In the northern hemisphere, the ranges of flora and fauna are shifting to the north and people will follow suit. From a broader ecological perspective, we need clean water and energy. In North America over the near-term, reinvesting in the Rust Belt begins to make a lot of sense. Beyond the infrastructural capacity, there is a cultural capacity for onboarding new populations that often goes unappreciated. While the Great Lakes are a natural draw, it remains to be understood whether food systems and ecosystem services could keep up with the sustainability demands of a new resident population.
In the long-term, Canada’s vast northern frontier is a long-term strategic resource that could very well challenge its own border control and national identity. In this context, particularly in light of Indigenous people’s rights, where we draw the line between climate colonies and climate colonization is a question mediated by history and the integrity that we bring to advancing the social and environmental well-being of future climigrants. So maybe asking this question about where we will live is not so crazy after all. For now, I am going to invest in Toledo, Ohio.
Juliette Rooney-Varga
Director of the Climate Change Initiative and Professor of Environmental Science at the University of Massachusetts Lowell
The first reaction most people would have to that question would be to consider climate impacts—like sea level rise, floods, wildfires, heatwaves, and droughts—and where they are least likely to occur. But the real answer depends at least as much, if not more, on what people in a given place—and society as a whole—do to address climate change. This winter’s disaster in Texas is a clear example. While heatwaves, droughts, and hurricanes are commonly considered climate risks in Texas, few would have warned that Texas is not “climate safe” because of severe winter weather. But because human systems—i.e., the electric grid, energy supply systems, and energy-inefficient, poorly insulated homes—were not prepared for that event, Texas was not climate safe. Worse, as the Pentagon is well aware, a climate disaster in one location can spur social and political unrest and destabilization that has far-removed consequences.

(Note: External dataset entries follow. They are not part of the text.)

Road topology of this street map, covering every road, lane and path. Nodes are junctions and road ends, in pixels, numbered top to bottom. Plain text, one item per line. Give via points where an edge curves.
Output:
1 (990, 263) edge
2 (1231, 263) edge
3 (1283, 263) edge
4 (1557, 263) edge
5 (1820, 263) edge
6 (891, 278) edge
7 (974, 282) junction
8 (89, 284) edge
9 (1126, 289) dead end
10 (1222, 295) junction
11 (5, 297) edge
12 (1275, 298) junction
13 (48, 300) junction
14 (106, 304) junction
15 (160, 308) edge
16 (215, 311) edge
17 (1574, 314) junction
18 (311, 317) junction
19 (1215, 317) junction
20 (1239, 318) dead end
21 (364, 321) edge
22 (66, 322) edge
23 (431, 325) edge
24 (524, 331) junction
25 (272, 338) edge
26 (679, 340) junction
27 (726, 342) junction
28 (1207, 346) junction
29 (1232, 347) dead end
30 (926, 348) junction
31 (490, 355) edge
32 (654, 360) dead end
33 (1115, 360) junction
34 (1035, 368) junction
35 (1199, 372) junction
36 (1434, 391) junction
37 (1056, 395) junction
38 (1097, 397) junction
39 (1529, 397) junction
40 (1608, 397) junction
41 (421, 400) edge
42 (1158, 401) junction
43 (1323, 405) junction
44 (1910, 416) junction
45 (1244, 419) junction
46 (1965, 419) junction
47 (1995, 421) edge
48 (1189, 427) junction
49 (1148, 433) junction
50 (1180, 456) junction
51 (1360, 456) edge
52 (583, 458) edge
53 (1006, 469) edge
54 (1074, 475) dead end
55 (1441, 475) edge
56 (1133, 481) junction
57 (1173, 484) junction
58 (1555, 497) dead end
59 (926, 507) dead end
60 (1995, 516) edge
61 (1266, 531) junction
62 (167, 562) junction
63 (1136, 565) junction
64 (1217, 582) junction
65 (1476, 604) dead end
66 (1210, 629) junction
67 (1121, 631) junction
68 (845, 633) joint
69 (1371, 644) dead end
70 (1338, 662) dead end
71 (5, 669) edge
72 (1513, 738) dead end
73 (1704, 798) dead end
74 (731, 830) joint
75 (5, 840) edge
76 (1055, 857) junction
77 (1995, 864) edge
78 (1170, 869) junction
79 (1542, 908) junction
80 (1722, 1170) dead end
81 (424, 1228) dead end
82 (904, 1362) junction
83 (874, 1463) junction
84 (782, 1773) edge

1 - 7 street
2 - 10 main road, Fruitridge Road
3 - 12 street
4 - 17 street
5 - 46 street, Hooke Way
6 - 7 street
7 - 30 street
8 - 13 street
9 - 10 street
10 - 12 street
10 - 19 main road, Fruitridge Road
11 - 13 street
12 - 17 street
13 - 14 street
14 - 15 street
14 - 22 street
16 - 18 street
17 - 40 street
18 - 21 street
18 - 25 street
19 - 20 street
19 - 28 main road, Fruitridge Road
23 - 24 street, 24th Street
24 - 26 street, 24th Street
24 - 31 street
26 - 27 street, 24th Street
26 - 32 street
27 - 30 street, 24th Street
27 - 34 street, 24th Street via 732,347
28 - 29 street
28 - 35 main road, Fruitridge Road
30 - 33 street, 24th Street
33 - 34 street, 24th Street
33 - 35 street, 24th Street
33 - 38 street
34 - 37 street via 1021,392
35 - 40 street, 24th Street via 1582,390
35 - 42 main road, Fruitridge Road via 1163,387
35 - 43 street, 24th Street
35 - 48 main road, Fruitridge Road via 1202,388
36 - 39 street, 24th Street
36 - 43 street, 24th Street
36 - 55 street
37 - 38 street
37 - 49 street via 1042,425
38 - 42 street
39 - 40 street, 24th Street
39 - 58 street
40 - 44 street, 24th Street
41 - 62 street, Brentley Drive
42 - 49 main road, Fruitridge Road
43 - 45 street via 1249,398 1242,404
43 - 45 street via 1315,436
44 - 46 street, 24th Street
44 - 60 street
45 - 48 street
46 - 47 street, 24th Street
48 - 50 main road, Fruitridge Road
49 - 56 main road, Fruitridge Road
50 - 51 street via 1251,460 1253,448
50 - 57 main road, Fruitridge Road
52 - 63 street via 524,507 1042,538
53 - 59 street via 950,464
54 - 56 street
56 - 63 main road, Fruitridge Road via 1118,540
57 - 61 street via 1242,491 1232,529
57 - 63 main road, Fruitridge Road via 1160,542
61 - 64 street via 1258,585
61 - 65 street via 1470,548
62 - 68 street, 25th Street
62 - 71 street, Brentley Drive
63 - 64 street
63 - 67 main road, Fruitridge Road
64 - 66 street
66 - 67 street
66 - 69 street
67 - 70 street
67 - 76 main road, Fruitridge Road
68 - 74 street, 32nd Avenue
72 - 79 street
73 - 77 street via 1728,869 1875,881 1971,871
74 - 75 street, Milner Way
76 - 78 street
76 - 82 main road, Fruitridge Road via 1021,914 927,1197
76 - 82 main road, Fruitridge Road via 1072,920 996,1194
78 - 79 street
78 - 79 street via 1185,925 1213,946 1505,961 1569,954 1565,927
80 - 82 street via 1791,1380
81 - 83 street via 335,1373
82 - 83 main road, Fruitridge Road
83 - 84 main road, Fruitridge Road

So, my response is that the most climate safe place in the world is a place that builds resilience in its built environment and social systems and, while doing so, addresses the cause of the problem: emissions of climate-damaging gases. Energy efficient, well insulated homes would have kept more Texans safe and warm by reducing strain on the energy supply, making blackouts less likely, and maintaining their homes’ temperatures if blackouts occur. Modern heat pumps, water heaters, and appliances that turn on when electricity is abundant and cheap and delay use when it is scarce and expensive increase resilience while reducing emissions and cost. Distributed, renewable power generation with transmission across large geographic areas enables us to rely more on carbon-free energy while making our energy supply more resilient to local disruptions. And neighbors checking on neighbors can enable the vulnerable among us to weather climate disasters, while building social fabric, building capacity for effective climate-friendly policy, and making our lives more fulfilling.